Most modern Linux’s ship with PAM support, one of the things PAM provides is environmental settings. Settings such as limiting the amount of memory a user is allowed to use. In Red Hat and Caldera this is configurable from the /etc/security/ directory which contains a number of files. The most interesting file is: /etc/security/limits.conf, which allows you to define rules for users or groups, whether the rule is “soft” or “hard” (more on this later), and what the rule applies to, which can be CPU, memory, maximum filesize, and so on. For example:
* hard core 0 bob soft nproc 100 bob hard nproc 150
This first rule disabled core dumps for everyone, the second rule sets a soft limit on bob to 100 processes, and the third rule sets a hard limit for bob to 150 processes. A soft limit can be exceeded, and is usually a warning mark, the hard limit cannot be exceeded. As you can imagine this is quite useful since it applies to all login shells, and other services such as ftp.
Bash has a built in limiter, accessed via “ulimit”. Any hard limits cannot be set higher, so if you have limits defined in /etc/profile, or in the users .bash_profile (assuming they cannot edit/delete those files) you can enforce limits on users with Bash shells. This is useful for older Linux distributions that lack PAM support. You must also ensure that the user cannot change their login shell. Settings the limits is similar to PAM’s method, you define various such as:
ulimit –Sc 0 ulimit –Su 100 ulimit –Hu 150
These three rules would achieve the same result as the ones in the PAM example. The first rule disables core dumps, the second rule sets a soft limit of 100 processes, and the third rule sets a hard limit of 150 processes. More help on ulimit is available by typing “help ulimit” at the bash prompt.

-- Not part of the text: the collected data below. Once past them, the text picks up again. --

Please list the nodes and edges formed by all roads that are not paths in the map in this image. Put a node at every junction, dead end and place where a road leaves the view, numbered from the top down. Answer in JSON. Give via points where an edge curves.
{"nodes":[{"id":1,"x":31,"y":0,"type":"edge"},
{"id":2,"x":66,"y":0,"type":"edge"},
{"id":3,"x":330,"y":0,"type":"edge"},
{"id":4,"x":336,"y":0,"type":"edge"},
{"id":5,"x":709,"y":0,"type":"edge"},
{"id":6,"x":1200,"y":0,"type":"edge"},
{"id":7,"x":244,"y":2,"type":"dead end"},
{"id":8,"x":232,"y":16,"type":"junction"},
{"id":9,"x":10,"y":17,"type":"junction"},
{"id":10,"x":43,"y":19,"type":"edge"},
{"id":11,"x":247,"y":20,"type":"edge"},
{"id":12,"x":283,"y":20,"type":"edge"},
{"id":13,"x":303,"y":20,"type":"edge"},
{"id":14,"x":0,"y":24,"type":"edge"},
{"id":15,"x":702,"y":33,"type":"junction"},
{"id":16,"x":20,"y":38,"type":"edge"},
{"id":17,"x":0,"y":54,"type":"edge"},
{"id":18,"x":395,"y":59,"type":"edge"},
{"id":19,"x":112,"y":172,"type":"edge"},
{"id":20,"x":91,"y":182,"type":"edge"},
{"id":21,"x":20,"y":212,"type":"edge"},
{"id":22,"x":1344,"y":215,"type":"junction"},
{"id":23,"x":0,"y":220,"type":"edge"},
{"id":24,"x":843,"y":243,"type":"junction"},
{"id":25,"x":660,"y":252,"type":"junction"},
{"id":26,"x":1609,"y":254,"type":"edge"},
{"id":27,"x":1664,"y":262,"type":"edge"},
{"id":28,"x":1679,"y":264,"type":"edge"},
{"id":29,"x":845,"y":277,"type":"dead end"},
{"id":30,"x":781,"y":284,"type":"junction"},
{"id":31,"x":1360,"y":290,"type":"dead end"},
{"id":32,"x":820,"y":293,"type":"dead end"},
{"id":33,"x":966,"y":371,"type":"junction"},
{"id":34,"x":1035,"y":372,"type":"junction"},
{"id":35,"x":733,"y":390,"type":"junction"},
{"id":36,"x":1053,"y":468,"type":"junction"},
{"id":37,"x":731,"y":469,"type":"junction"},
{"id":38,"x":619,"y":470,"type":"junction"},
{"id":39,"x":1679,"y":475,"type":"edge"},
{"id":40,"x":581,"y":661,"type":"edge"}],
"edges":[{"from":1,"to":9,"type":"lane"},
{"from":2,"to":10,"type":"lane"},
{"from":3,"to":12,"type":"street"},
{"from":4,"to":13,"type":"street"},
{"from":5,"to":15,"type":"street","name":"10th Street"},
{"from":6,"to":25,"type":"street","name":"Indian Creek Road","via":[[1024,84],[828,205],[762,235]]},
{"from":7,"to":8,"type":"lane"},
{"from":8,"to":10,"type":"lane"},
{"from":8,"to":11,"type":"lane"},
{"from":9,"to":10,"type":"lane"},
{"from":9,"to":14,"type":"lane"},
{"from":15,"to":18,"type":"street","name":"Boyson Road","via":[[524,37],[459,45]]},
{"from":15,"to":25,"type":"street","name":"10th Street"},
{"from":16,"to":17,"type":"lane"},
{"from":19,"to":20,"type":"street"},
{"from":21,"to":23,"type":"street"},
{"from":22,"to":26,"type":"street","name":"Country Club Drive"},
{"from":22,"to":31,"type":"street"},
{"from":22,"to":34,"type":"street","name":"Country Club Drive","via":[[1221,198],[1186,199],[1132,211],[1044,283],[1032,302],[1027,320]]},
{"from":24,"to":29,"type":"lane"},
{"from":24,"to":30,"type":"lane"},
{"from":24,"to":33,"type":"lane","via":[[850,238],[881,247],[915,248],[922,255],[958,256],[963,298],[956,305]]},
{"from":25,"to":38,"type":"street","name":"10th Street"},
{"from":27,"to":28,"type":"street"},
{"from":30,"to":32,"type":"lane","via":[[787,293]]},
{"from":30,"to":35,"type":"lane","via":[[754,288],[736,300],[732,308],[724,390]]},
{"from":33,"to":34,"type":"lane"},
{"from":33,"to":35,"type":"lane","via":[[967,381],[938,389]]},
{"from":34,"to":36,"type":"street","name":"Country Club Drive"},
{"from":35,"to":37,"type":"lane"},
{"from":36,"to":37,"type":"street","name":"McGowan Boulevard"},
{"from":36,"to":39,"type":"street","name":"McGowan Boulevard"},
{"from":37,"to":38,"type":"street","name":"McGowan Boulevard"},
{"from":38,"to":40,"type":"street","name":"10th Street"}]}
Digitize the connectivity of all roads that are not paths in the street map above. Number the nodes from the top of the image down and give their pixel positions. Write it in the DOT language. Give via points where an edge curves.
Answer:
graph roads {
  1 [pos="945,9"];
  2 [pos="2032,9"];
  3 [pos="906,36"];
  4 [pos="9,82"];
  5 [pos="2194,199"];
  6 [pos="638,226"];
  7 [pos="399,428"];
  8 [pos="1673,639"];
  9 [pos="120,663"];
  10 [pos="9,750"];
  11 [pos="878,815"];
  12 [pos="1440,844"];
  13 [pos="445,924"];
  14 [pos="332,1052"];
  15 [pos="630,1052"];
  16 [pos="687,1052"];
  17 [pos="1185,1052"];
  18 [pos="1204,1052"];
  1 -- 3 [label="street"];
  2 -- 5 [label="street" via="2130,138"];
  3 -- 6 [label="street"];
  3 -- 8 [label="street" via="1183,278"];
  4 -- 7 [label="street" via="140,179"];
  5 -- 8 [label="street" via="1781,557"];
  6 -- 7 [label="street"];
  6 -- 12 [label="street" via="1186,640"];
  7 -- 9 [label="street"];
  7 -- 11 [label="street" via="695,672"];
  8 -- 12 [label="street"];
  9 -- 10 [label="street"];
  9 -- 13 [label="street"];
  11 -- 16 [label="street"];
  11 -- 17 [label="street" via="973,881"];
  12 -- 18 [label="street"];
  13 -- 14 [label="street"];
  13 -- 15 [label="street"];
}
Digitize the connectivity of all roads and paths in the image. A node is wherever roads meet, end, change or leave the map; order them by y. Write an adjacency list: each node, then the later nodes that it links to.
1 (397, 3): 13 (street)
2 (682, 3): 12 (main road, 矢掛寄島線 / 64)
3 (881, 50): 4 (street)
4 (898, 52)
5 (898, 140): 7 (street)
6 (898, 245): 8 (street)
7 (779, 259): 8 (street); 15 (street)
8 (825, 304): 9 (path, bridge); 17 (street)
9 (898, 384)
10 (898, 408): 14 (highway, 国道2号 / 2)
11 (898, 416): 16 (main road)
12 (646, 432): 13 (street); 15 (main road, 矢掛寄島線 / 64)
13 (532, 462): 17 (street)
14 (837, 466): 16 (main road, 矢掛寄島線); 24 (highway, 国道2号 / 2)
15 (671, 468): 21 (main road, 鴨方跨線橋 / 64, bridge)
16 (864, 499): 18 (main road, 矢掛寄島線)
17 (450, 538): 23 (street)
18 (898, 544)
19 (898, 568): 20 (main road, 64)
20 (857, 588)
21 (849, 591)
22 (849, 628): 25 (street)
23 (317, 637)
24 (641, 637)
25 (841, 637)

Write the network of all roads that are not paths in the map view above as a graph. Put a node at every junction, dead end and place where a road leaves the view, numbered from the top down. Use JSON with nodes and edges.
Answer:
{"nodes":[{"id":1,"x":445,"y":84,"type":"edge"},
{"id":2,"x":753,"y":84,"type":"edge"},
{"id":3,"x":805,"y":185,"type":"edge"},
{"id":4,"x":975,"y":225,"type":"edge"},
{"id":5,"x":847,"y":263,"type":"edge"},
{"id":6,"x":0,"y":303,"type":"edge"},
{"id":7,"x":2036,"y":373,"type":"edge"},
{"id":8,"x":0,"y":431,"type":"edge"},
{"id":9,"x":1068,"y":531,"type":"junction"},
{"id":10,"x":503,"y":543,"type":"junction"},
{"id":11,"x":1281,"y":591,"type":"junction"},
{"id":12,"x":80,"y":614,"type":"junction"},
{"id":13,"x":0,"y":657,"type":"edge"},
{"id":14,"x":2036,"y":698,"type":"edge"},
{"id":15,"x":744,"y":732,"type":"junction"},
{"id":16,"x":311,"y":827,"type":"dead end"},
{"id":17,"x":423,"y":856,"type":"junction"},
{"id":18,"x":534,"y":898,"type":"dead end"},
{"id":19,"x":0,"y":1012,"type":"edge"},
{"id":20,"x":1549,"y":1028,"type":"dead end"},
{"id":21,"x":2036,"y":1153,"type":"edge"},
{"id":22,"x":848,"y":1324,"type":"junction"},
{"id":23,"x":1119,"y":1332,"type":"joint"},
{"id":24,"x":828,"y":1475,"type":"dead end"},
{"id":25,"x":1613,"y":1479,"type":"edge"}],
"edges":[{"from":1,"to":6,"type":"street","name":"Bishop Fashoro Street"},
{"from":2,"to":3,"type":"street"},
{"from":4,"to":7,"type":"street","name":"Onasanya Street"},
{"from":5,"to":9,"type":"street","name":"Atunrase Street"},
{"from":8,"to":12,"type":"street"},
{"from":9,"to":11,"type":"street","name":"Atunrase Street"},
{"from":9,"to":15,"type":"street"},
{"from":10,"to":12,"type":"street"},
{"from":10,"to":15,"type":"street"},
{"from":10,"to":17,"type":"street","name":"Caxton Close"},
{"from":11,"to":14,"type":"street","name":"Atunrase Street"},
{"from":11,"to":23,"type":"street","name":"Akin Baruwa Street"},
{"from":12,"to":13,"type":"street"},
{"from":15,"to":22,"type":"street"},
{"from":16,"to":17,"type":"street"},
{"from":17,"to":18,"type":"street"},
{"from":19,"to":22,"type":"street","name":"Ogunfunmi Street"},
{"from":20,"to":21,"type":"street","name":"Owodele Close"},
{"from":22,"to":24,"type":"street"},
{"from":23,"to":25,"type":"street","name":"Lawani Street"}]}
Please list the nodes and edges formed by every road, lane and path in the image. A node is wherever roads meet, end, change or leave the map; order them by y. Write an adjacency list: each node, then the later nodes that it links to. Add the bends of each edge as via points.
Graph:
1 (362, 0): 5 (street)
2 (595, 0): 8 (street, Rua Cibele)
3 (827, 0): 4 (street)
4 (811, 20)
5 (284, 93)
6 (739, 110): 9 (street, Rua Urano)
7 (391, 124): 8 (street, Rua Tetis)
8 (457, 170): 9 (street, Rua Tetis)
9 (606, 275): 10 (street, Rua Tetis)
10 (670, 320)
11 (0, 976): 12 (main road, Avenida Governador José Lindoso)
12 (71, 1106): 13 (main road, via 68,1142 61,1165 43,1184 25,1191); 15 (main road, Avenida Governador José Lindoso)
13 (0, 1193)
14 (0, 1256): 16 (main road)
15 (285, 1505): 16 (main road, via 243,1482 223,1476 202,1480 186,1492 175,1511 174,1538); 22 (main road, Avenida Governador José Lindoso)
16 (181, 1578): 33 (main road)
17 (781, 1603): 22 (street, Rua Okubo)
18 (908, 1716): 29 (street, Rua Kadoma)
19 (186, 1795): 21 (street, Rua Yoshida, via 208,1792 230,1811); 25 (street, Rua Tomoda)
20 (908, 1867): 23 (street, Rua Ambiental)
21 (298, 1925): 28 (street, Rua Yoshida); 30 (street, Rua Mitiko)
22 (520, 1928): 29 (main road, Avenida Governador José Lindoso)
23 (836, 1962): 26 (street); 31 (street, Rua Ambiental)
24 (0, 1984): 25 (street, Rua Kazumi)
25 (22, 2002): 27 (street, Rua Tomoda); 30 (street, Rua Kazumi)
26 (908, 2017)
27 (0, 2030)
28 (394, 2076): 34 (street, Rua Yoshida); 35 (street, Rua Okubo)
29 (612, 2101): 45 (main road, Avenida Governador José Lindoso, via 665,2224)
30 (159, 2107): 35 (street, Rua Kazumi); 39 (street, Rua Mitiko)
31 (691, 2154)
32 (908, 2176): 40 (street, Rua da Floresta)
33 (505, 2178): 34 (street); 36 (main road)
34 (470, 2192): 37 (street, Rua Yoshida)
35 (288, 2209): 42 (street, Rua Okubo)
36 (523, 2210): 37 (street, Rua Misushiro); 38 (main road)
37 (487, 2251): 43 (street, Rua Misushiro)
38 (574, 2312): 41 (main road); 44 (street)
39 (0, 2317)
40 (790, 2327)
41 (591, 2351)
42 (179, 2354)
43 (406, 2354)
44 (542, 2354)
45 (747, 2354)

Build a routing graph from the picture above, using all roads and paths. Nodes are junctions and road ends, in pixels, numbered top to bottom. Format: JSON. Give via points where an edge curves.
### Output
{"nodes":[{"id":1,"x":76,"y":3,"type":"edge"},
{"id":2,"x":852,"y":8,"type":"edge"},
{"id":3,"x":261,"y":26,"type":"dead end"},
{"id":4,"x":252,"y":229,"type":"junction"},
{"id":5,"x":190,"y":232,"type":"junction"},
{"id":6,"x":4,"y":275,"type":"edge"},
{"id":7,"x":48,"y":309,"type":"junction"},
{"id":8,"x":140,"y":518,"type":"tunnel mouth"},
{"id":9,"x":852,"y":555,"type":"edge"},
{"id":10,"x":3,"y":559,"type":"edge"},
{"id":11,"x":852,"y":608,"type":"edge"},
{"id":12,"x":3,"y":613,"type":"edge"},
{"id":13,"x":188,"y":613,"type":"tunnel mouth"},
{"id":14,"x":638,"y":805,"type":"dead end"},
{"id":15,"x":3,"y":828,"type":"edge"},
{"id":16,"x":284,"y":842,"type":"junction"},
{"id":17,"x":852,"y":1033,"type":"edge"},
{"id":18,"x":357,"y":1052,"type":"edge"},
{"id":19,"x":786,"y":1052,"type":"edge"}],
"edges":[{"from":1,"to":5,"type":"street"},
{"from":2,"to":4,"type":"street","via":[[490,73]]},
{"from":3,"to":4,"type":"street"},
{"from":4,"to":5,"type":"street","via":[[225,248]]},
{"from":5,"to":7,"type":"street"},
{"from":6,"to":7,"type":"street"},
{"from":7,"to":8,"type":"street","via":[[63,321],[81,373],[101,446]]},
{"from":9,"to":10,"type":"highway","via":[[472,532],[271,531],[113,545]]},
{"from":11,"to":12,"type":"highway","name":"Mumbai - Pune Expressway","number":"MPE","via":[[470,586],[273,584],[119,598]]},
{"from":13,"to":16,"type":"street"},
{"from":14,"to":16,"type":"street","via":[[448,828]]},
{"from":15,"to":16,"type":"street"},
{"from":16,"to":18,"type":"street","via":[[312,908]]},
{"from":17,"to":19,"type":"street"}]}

Quota is a system for restricting disk usage by users. It is built into most distributions and help is available from the man page “man quota”.
One issue common to shell servers is making sure users do not abuse the server. This is rather easy to monitor for standard resources (such as disk usage, CPU usage, and so forth) but one of the most frequently abused items is bandwidth, luckily there are a variety of ways to monitor this abuse.
Of course this is all well and good if nothing goes wrong. But what if you actually want to monitor what a user is doing (be warned, there are legal implications that can get you in trouble, ask your lawyers first). This is where a tool such as ttysnoop comes in. ttysnoop allows you to monitor what a user is doing, and record it. You can get ttysnoop from: http://uscan.cjb.net/.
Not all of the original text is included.